THE DATA:
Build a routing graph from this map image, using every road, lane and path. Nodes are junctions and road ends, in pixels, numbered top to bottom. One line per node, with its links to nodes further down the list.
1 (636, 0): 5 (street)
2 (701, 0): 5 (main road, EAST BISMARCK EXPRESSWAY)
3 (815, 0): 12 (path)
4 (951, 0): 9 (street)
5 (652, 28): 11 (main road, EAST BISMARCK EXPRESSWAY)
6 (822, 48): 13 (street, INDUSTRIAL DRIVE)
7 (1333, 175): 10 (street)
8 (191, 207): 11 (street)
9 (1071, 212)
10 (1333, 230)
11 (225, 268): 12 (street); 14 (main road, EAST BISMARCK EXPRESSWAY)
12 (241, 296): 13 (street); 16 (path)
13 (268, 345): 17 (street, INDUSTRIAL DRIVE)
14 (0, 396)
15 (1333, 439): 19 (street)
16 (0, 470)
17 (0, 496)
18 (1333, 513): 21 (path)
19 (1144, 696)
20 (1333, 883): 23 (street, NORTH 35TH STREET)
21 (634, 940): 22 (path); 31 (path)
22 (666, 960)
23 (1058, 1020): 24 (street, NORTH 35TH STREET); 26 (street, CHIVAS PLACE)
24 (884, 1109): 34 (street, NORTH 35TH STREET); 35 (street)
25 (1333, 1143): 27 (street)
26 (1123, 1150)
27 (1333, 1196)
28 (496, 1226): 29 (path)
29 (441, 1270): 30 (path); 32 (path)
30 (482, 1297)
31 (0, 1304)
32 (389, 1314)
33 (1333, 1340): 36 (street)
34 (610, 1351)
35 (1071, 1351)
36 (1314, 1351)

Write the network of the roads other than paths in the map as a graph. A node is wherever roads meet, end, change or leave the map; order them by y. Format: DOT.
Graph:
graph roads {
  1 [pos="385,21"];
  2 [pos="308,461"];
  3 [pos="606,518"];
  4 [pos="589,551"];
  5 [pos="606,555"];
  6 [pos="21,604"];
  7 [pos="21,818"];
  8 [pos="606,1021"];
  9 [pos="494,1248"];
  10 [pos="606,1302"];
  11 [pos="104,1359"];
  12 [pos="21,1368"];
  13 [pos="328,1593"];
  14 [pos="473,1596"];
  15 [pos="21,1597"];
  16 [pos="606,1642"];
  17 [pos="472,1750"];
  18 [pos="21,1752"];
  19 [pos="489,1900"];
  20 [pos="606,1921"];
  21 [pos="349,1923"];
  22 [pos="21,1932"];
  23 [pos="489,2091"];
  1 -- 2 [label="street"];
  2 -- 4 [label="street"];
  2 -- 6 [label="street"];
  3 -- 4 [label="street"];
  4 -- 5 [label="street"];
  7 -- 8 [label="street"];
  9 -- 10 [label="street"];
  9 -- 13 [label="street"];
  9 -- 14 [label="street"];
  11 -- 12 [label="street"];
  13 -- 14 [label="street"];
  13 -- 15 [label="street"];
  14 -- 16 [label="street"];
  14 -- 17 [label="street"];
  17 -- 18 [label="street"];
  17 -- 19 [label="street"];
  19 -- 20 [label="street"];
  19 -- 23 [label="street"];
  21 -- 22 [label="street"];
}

PROBLEM DESCRIPTION:
The full set of records above must be reproduced exactly in the reply.

THE COMPLETED TASK:
Build a routing graph from this map image, using every road, lane and path. Nodes are junctions and road ends, in pixels, numbered top to bottom. One line per node, with its links to nodes further down the list.
1 (636, 0): 5 (street)
2 (701, 0): 5 (main road, EAST BISMARCK EXPRESSWAY)
3 (815, 0): 12 (path)
4 (951, 0): 9 (street)
5 (652, 28): 11 (main road, EAST BISMARCK EXPRESSWAY)
6 (822, 48): 13 (street, INDUSTRIAL DRIVE)
7 (1333, 175): 10 (street)
8 (191, 207): 11 (street)
9 (1071, 212)
10 (1333, 230)
11 (225, 268): 12 (street); 14 (main road, EAST BISMARCK EXPRESSWAY)
12 (241, 296): 13 (street); 16 (path)
13 (268, 345): 17 (street, INDUSTRIAL DRIVE)
14 (0, 396)
15 (1333, 439): 19 (street)
16 (0, 470)
17 (0, 496)
18 (1333, 513): 21 (path)
19 (1144, 696)
20 (1333, 883): 23 (street, NORTH 35TH STREET)
21 (634, 940): 22 (path); 31 (path)
22 (666, 960)
23 (1058, 1020): 24 (street, NORTH 35TH STREET); 26 (street, CHIVAS PLACE)
24 (884, 1109): 34 (street, NORTH 35TH STREET); 35 (street)
25 (1333, 1143): 27 (street)
26 (1123, 1150)
27 (1333, 1196)
28 (496, 1226): 29 (path)
29 (441, 1270): 30 (path); 32 (path)
30 (482, 1297)
31 (0, 1304)
32 (389, 1314)
33 (1333, 1340): 36 (street)
34 (610, 1351)
35 (1071, 1351)
36 (1314, 1351)

Write the network of the roads other than paths in the map as a graph. A node is wherever roads meet, end, change or leave the map; order them by y. Format: DOT.
Graph:
graph roads {
  1 [pos="385,21"];
  2 [pos="308,461"];
  3 [pos="606,518"];
  4 [pos="589,551"];
  5 [pos="606,555"];
  6 [pos="21,604"];
  7 [pos="21,818"];
  8 [pos="606,1021"];
  9 [pos="494,1248"];
  10 [pos="606,1302"];
  11 [pos="104,1359"];
  12 [pos="21,1368"];
  13 [pos="328,1593"];
  14 [pos="473,1596"];
  15 [pos="21,1597"];
  16 [pos="606,1642"];
  17 [pos="472,1750"];
  18 [pos="21,1752"];
  19 [pos="489,1900"];
  20 [pos="606,1921"];
  21 [pos="349,1923"];
  22 [pos="21,1932"];
  23 [pos="489,2091"];
  1 -- 2 [label="street"];
  2 -- 4 [label="street"];
  2 -- 6 [label="street"];
  3 -- 4 [label="street"];
  4 -- 5 [label="street"];
  7 -- 8 [label="street"];
  9 -- 10 [label="street"];
  9 -- 13 [label="street"];
  9 -- 14 [label="street"];
  11 -- 12 [label="street"];
  13 -- 14 [label="street"];
  13 -- 15 [label="street"];
  14 -- 16 [label="street"];
  14 -- 17 [label="street"];
  17 -- 18 [label="street"];
  17 -- 19 [label="street"];
  19 -- 20 [label="street"];
  19 -- 23 [label="street"];
  21 -- 22 [label="street"];
}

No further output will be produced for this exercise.